┌────────

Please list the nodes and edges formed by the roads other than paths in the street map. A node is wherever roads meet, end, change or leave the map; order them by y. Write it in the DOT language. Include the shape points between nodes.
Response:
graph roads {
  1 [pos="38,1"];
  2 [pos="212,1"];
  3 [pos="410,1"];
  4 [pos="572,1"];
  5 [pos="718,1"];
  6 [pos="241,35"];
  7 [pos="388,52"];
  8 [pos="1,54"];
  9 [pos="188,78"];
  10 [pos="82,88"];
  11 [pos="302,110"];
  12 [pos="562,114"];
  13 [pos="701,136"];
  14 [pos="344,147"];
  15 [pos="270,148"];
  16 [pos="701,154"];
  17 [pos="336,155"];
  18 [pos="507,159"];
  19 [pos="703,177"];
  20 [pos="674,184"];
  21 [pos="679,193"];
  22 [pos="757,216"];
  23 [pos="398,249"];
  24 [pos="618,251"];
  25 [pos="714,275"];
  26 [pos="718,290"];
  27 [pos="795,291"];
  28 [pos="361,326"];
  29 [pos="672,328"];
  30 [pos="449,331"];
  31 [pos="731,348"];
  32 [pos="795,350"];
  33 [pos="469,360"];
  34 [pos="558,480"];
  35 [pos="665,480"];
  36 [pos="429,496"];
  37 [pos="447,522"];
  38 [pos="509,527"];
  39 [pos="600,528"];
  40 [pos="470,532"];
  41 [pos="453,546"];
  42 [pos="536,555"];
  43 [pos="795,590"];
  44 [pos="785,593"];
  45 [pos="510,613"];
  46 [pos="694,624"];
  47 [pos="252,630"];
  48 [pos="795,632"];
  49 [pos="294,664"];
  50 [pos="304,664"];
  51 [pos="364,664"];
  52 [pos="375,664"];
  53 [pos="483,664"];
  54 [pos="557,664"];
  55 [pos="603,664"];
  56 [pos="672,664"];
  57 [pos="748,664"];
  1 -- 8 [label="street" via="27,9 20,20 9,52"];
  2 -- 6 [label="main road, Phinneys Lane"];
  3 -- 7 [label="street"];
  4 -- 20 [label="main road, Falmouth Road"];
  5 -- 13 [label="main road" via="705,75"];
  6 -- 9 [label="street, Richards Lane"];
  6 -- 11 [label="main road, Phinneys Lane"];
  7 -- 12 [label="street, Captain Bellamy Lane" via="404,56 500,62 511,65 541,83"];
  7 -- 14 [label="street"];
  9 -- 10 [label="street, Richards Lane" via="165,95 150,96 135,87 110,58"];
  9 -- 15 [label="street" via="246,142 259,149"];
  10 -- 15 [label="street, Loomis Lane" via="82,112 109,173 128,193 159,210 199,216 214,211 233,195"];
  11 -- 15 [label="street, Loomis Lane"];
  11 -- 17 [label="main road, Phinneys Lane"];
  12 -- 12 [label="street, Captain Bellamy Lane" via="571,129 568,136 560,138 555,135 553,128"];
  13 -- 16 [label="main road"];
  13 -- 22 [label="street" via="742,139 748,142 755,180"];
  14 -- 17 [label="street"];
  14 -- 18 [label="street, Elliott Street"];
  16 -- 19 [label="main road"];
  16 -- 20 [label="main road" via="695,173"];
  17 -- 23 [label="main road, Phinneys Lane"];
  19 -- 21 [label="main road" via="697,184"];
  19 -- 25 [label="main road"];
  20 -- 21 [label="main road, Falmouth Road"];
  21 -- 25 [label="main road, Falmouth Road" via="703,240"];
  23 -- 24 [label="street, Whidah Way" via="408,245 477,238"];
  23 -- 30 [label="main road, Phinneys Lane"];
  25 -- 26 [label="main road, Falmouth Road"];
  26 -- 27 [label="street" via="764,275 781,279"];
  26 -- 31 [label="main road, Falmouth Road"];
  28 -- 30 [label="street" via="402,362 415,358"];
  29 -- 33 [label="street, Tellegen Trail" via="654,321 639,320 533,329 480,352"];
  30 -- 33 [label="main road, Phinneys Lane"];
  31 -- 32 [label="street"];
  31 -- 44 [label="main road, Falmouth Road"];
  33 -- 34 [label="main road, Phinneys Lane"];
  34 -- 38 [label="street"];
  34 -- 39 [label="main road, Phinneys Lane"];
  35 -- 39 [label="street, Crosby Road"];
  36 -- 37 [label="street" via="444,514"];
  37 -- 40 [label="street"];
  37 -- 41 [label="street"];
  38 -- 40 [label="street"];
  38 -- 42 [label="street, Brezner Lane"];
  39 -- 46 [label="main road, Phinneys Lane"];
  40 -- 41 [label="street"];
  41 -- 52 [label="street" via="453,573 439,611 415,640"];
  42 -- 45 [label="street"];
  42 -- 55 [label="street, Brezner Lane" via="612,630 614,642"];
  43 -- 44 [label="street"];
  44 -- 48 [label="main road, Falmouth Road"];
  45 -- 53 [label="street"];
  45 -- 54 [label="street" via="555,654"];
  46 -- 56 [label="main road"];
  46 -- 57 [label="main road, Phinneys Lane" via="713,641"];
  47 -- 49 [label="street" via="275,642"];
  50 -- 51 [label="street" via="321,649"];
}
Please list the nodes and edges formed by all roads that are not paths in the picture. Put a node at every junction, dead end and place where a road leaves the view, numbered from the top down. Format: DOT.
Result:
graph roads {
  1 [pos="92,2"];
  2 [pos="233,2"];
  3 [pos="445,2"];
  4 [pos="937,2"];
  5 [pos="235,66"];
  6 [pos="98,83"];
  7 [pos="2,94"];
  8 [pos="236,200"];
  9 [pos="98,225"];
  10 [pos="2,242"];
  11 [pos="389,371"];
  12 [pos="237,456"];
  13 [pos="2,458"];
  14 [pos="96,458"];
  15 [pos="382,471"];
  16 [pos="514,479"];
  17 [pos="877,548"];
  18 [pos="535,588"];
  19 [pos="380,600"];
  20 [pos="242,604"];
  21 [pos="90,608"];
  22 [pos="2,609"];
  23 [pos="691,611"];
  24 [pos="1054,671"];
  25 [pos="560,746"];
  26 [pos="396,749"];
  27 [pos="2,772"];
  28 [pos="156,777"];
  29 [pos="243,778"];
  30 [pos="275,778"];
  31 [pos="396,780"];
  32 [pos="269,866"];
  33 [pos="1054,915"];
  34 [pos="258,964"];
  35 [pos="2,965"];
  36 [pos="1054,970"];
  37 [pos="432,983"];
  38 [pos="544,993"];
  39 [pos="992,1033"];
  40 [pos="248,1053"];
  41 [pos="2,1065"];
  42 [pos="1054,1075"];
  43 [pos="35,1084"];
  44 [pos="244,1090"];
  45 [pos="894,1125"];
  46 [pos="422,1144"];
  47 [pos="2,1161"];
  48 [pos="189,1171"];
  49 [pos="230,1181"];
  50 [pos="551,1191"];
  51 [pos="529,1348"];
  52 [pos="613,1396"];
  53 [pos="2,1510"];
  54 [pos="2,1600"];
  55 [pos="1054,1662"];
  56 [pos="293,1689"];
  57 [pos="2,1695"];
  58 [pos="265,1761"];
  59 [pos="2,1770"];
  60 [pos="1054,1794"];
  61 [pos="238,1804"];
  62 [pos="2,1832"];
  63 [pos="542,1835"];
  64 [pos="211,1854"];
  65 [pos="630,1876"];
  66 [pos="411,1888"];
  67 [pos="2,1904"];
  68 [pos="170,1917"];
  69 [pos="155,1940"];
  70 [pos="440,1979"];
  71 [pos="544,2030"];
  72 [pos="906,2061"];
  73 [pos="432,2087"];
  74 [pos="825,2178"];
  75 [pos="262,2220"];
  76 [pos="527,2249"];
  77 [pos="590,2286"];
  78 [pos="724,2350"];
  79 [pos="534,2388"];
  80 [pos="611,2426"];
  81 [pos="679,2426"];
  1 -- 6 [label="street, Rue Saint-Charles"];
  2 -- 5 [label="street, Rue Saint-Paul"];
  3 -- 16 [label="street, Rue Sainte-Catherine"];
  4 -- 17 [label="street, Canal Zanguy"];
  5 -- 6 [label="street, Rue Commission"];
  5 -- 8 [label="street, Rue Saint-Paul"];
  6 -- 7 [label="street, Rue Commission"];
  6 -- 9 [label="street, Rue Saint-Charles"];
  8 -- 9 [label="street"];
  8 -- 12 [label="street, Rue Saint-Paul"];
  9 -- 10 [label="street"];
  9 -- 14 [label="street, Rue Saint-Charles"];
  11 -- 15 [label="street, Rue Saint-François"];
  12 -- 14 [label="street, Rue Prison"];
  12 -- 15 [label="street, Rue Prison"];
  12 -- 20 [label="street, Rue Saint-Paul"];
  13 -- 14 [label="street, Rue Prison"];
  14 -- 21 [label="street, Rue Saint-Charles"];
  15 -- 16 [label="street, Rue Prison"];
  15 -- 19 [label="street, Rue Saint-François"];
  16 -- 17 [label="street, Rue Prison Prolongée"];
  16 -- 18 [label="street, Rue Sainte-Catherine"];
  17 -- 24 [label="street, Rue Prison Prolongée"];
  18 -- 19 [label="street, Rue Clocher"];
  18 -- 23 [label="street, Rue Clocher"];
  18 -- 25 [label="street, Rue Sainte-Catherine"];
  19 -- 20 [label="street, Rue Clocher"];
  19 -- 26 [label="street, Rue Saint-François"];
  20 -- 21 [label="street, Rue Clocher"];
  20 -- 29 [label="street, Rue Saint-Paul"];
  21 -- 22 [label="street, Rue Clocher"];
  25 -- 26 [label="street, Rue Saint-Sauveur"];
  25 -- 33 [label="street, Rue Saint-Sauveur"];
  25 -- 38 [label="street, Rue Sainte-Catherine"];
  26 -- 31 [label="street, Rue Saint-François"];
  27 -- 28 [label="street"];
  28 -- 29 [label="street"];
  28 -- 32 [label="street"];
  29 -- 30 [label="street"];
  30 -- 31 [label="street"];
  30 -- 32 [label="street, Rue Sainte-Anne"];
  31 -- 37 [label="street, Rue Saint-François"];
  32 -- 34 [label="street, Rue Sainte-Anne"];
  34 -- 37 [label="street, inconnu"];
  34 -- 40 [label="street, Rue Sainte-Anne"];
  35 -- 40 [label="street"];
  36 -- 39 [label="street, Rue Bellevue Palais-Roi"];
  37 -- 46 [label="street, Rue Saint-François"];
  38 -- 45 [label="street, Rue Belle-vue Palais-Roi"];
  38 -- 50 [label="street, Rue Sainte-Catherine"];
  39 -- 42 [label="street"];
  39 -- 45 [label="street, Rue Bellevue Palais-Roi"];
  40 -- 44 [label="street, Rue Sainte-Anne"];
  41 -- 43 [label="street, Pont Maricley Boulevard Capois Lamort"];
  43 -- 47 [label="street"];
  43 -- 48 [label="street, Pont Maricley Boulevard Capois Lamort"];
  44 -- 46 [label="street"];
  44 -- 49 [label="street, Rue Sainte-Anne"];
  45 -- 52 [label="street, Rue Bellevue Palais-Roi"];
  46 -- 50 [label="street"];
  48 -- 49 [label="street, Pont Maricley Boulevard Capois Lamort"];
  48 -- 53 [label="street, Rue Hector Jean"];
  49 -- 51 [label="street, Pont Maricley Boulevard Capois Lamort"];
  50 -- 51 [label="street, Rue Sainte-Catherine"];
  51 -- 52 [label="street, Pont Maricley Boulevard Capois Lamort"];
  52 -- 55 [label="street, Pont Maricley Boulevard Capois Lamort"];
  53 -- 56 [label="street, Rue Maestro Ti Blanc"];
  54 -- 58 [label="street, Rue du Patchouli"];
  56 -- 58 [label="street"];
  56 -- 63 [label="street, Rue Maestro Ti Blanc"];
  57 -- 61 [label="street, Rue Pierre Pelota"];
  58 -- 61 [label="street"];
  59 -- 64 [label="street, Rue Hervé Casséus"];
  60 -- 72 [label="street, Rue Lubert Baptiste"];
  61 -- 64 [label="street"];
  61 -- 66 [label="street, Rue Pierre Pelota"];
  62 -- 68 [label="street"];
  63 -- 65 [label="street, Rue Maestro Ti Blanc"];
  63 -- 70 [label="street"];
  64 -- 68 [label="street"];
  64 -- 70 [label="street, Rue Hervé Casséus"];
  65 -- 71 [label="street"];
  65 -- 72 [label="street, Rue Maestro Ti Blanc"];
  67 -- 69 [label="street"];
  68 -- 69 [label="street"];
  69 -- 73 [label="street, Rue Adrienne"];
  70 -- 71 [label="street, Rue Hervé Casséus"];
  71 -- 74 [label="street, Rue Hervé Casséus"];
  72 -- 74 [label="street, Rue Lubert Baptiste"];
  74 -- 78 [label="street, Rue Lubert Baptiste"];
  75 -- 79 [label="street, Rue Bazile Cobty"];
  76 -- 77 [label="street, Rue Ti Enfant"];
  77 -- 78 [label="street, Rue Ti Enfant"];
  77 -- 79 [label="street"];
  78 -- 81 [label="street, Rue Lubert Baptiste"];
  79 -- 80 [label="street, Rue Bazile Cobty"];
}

└────────
┌────────

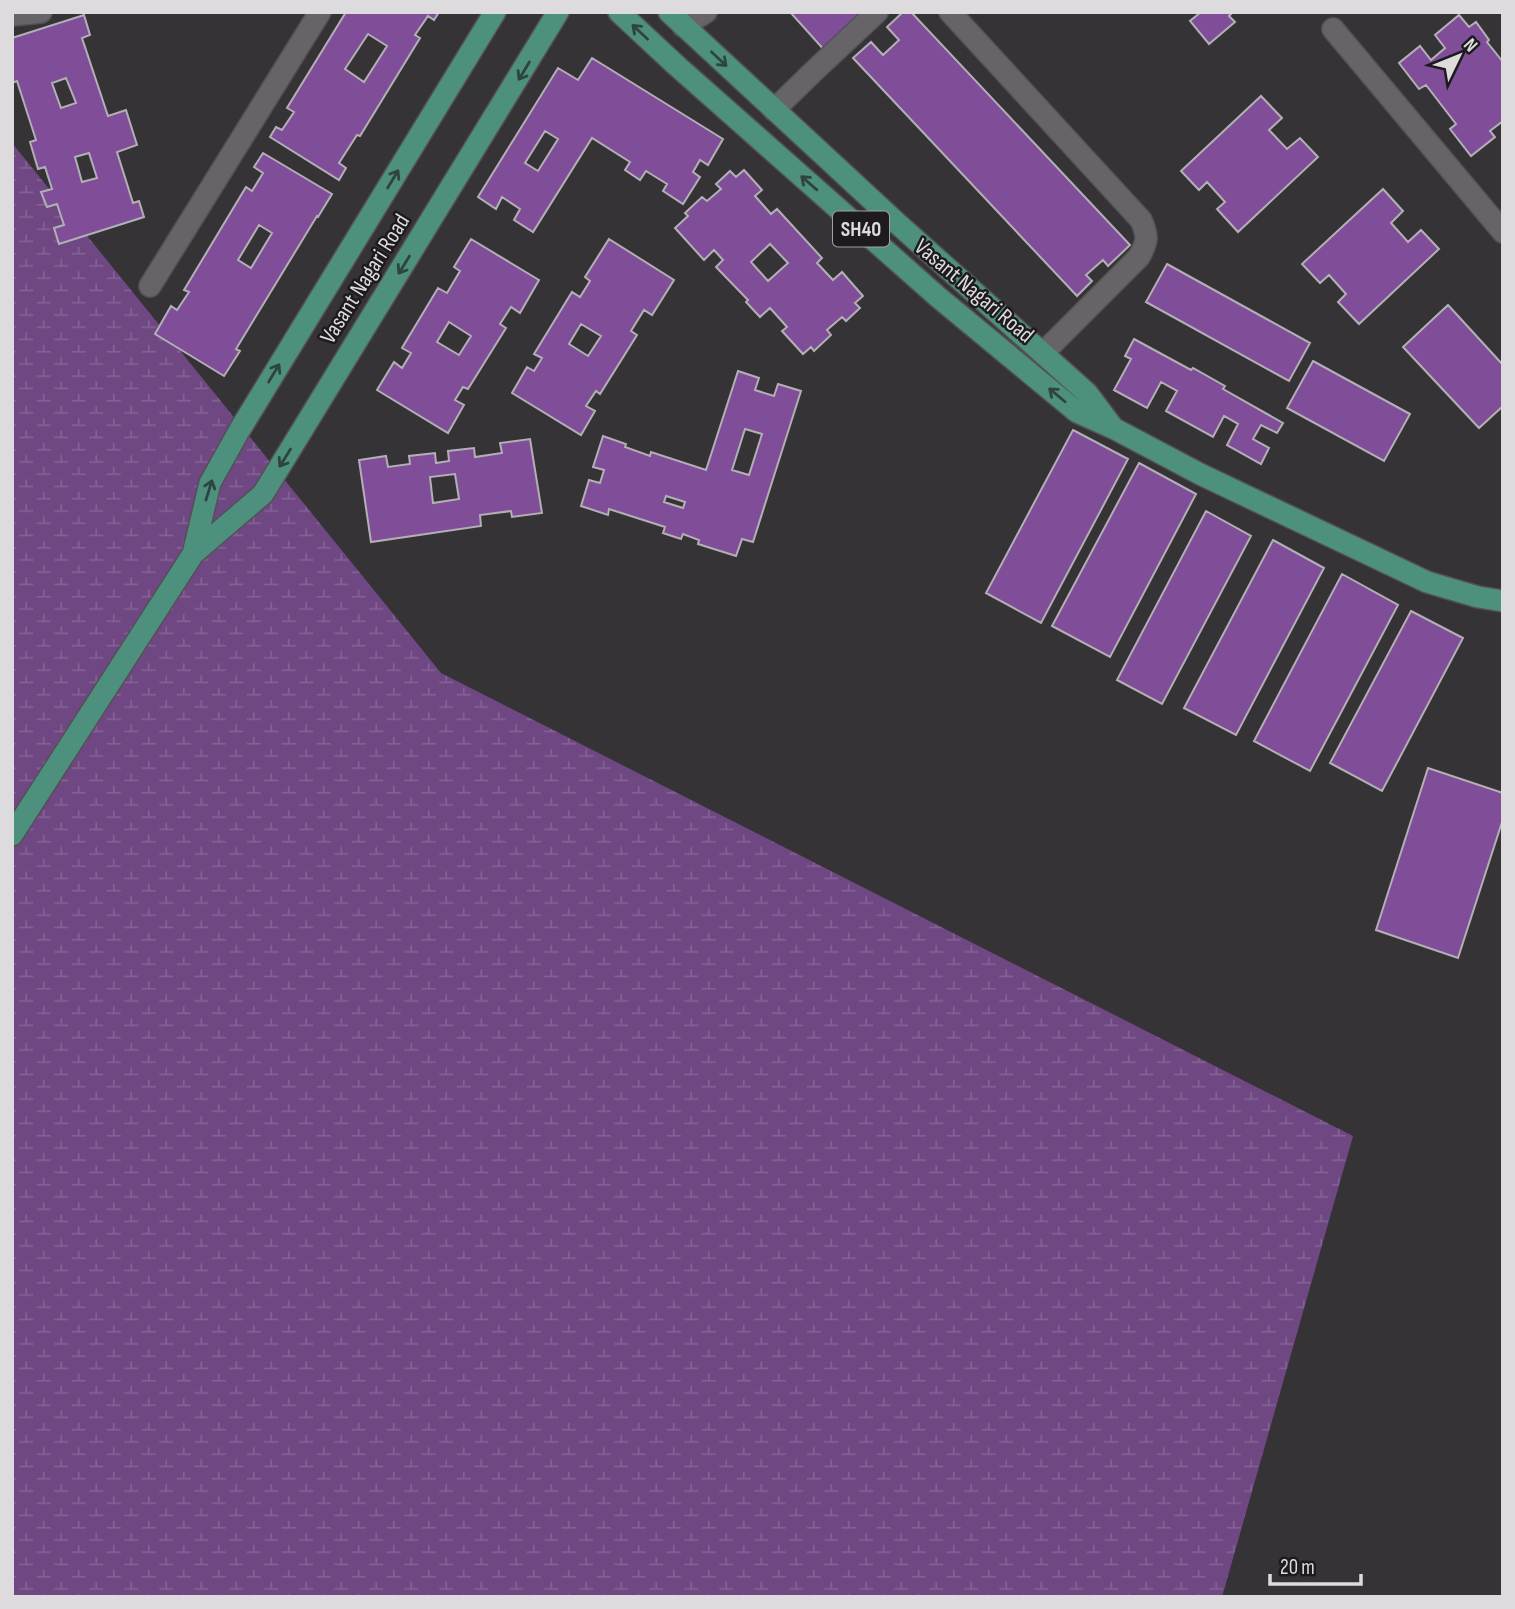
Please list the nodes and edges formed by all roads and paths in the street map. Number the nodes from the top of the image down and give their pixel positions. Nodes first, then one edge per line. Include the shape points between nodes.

└────────
┌────────

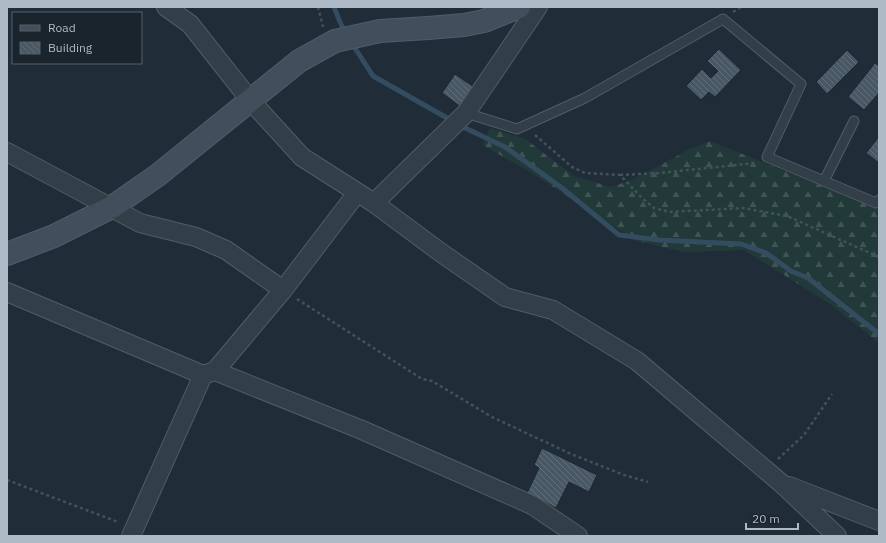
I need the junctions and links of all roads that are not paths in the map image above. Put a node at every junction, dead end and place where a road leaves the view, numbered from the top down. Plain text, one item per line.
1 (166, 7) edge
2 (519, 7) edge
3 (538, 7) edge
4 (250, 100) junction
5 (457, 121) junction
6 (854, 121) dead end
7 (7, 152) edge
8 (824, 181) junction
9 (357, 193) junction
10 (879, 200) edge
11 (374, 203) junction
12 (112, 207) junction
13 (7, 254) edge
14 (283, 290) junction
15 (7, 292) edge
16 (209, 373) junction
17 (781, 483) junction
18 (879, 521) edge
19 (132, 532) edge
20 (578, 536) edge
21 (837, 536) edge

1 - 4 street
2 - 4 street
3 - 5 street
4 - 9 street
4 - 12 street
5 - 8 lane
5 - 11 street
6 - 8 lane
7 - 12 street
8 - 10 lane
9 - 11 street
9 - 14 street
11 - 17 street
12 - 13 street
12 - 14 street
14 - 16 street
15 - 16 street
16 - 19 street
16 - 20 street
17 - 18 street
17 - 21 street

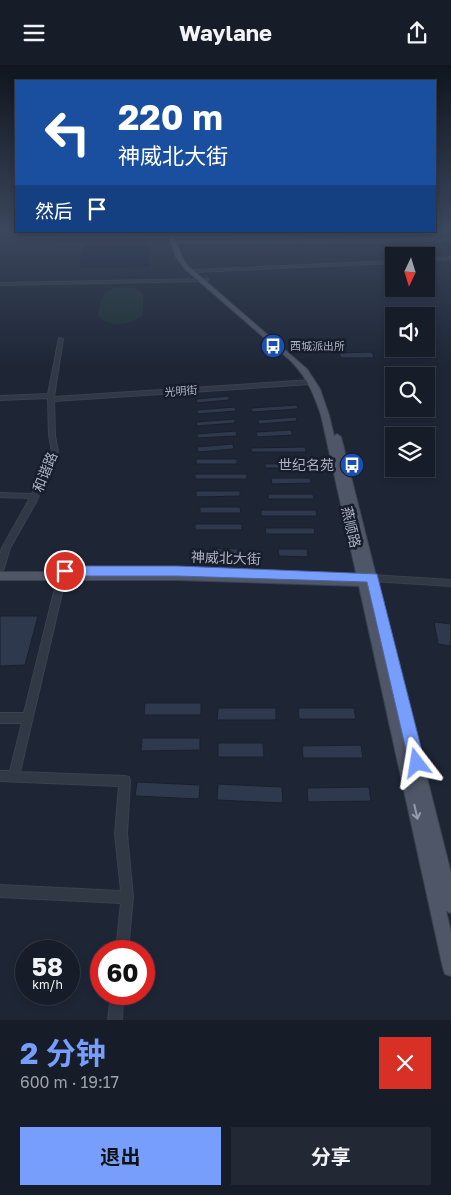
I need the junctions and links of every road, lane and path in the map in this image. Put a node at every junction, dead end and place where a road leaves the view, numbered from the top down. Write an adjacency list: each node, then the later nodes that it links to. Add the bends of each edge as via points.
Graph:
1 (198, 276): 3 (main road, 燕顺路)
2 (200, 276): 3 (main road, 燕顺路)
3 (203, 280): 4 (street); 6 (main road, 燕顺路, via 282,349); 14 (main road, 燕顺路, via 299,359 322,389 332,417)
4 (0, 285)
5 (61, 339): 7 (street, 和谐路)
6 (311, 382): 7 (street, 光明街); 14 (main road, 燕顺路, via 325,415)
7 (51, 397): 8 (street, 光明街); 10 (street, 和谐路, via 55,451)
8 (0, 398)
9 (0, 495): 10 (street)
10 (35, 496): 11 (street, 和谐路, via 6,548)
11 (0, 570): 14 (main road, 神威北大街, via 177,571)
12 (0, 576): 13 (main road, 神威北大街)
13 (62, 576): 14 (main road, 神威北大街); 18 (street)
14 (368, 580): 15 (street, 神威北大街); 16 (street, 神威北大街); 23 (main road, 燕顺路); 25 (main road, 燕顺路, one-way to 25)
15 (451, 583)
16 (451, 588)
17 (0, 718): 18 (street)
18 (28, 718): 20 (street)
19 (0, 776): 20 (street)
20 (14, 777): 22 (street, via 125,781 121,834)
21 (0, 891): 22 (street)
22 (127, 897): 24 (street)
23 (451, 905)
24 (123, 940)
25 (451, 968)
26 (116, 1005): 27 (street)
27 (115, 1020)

└────────

- _Your instructions_
Search the listing for the word "formed" and return each line that holds it.

- _Exercise result_
Please list the nodes and edges formed by the roads other than paths in the street map. A node is wherever roads meet, end, change or leave the map; order them by y. Write it in the DOT language. Include the shape points between nodes.
Please list the nodes and edges formed by all roads that are not paths in the picture. Put a node at every junction, dead end and place where a road leaves the view, numbered from the top down. Format: DOT.
Please list the nodes and edges formed by all roads and paths in the street map. Number the nodes from the top of the image down and give their pixel positions. Nodes first, then one edge per line. Include the shape points between nodes.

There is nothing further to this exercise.